*Problem description*
Check every line of the records below for the string "Salvador" and copy the ones that have it.

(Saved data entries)
════════════════════

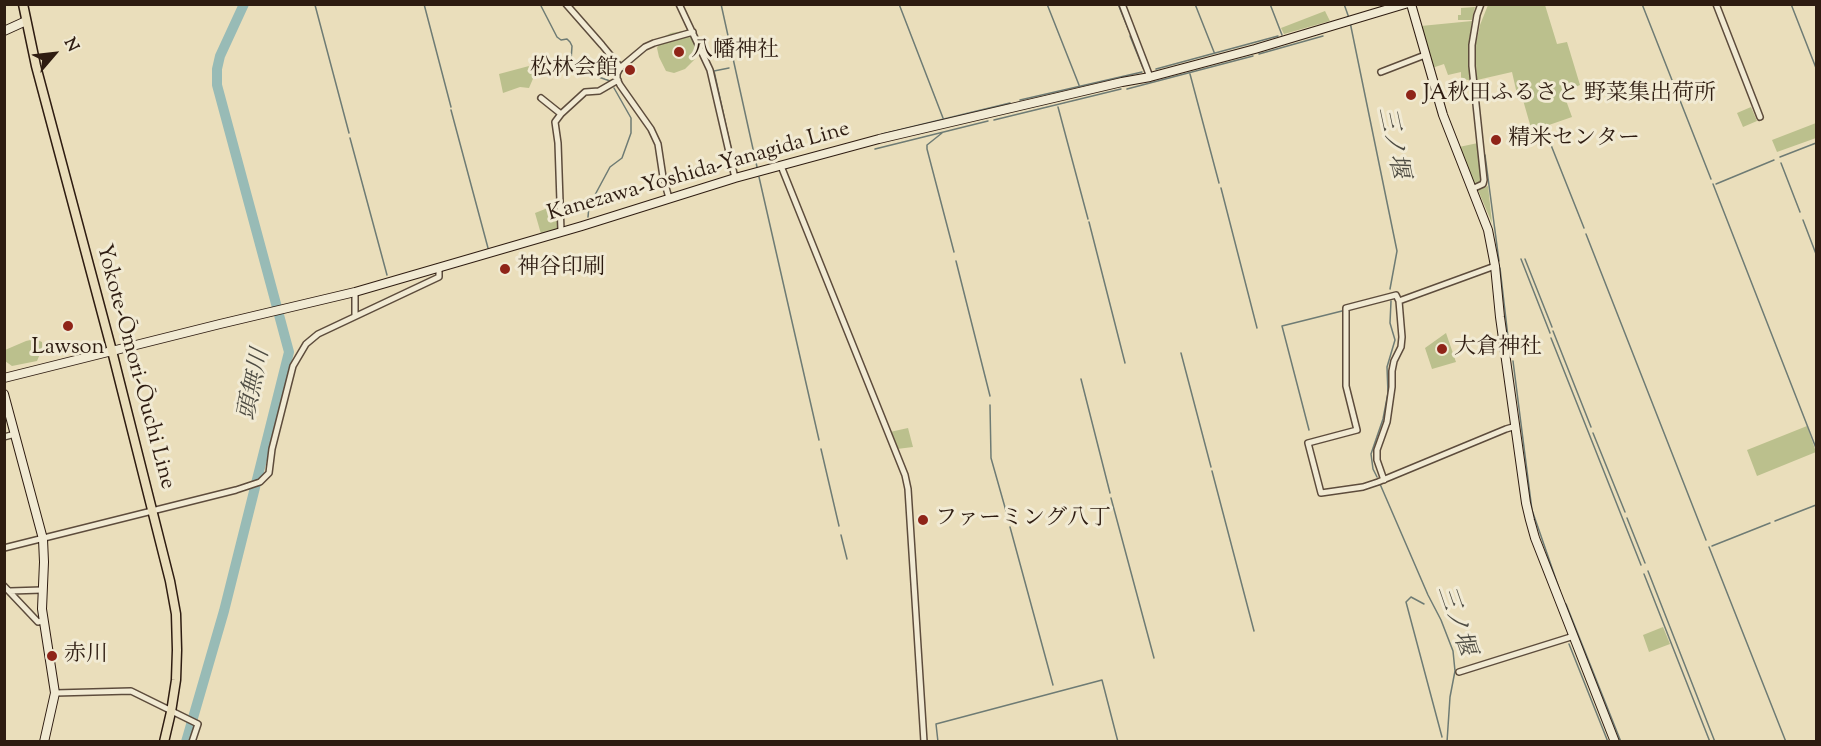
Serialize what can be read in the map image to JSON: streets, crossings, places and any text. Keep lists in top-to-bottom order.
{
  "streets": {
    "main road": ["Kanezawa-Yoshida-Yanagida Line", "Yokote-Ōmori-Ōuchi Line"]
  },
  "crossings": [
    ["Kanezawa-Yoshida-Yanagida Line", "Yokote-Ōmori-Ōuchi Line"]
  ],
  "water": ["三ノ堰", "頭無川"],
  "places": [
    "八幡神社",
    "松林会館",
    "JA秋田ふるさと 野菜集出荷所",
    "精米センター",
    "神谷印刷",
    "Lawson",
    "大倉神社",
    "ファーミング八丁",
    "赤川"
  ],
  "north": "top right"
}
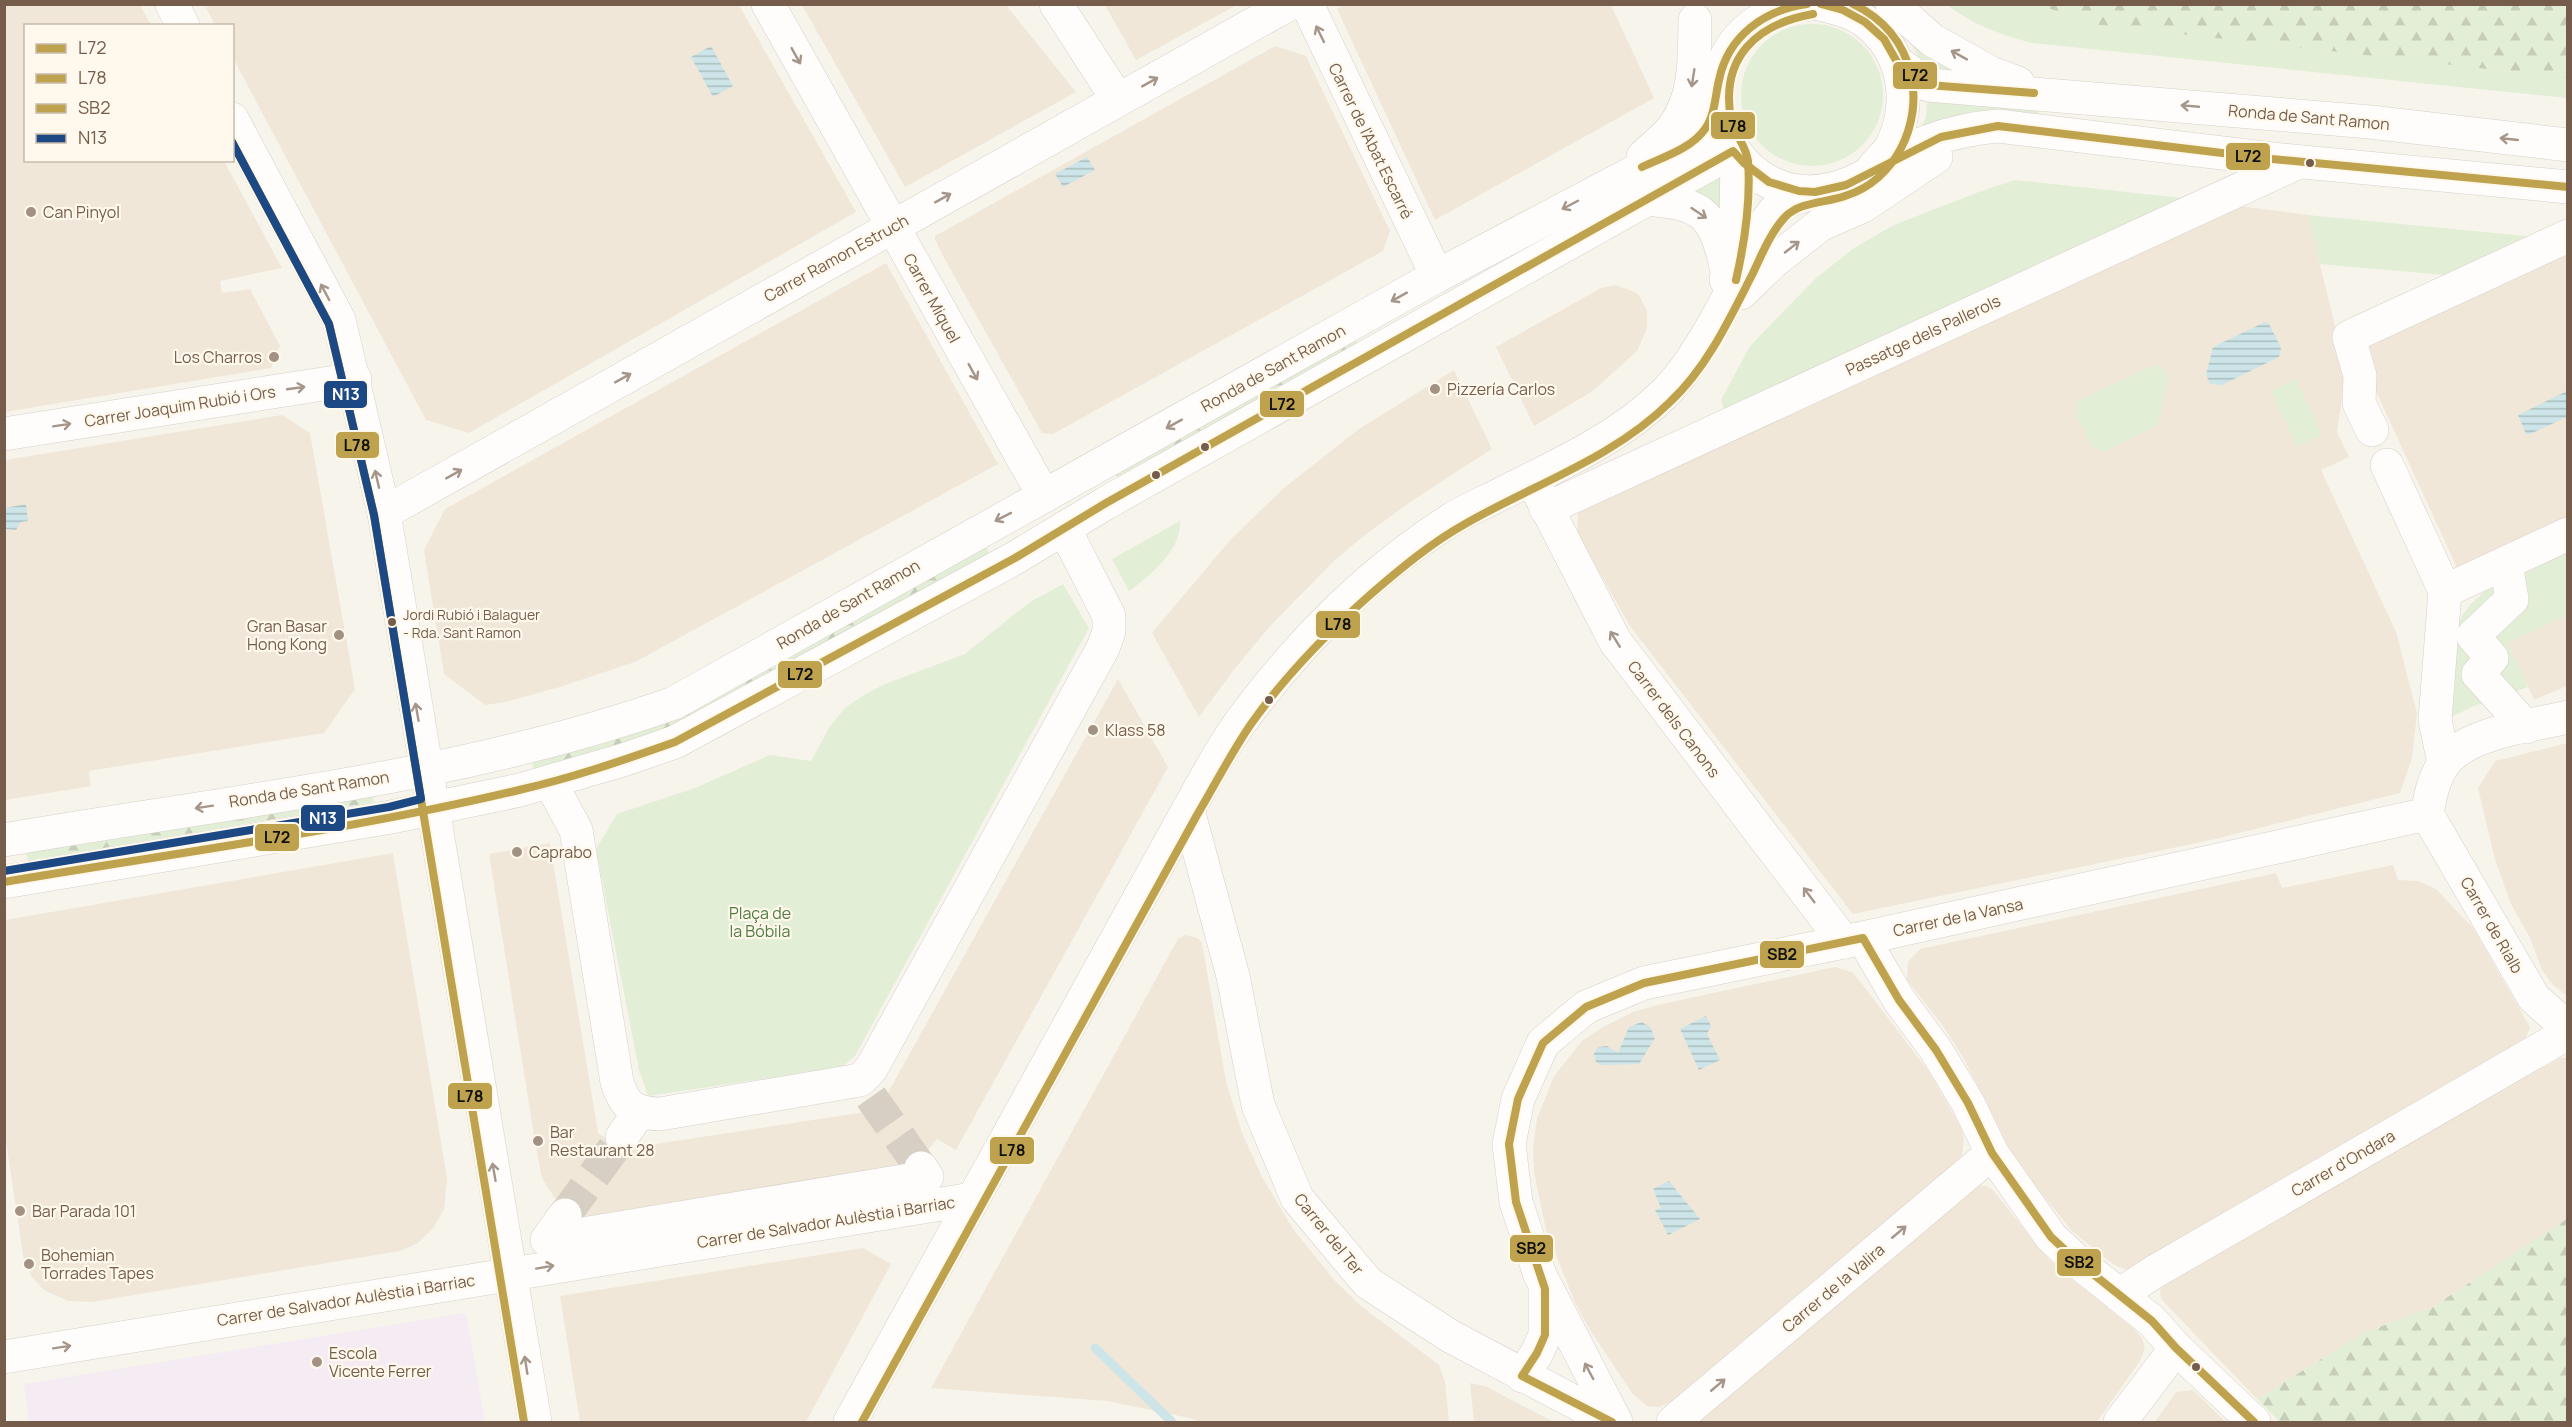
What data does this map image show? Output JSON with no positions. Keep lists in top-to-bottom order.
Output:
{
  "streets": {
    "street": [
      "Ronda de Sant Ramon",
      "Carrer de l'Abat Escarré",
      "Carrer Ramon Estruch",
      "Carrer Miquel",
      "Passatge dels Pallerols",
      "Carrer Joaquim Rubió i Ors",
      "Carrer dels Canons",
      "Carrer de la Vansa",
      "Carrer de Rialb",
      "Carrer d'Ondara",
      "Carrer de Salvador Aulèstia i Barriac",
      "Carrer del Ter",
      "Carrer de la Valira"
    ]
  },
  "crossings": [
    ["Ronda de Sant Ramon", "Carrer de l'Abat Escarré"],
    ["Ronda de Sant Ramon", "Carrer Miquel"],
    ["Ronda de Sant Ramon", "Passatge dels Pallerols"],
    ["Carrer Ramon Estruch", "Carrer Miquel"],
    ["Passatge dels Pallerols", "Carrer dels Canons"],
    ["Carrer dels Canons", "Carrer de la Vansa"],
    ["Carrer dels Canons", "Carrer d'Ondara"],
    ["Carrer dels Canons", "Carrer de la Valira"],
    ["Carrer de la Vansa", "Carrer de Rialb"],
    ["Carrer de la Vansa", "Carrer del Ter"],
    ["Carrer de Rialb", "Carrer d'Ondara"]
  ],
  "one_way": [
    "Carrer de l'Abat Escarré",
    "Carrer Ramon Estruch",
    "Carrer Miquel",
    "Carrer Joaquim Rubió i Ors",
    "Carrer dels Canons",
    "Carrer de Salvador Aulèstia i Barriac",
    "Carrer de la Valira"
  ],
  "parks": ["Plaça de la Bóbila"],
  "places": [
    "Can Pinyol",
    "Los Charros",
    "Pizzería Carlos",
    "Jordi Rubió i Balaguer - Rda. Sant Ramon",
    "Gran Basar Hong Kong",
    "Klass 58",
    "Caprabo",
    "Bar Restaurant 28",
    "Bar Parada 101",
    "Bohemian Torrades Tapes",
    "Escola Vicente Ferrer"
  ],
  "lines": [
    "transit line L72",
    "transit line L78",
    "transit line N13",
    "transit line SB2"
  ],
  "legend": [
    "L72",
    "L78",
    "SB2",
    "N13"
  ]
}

════════════════════

*Response to this task*
      "Carrer de Salvador Aulèstia i Barriac",
    "Carrer de Salvador Aulèstia i Barriac",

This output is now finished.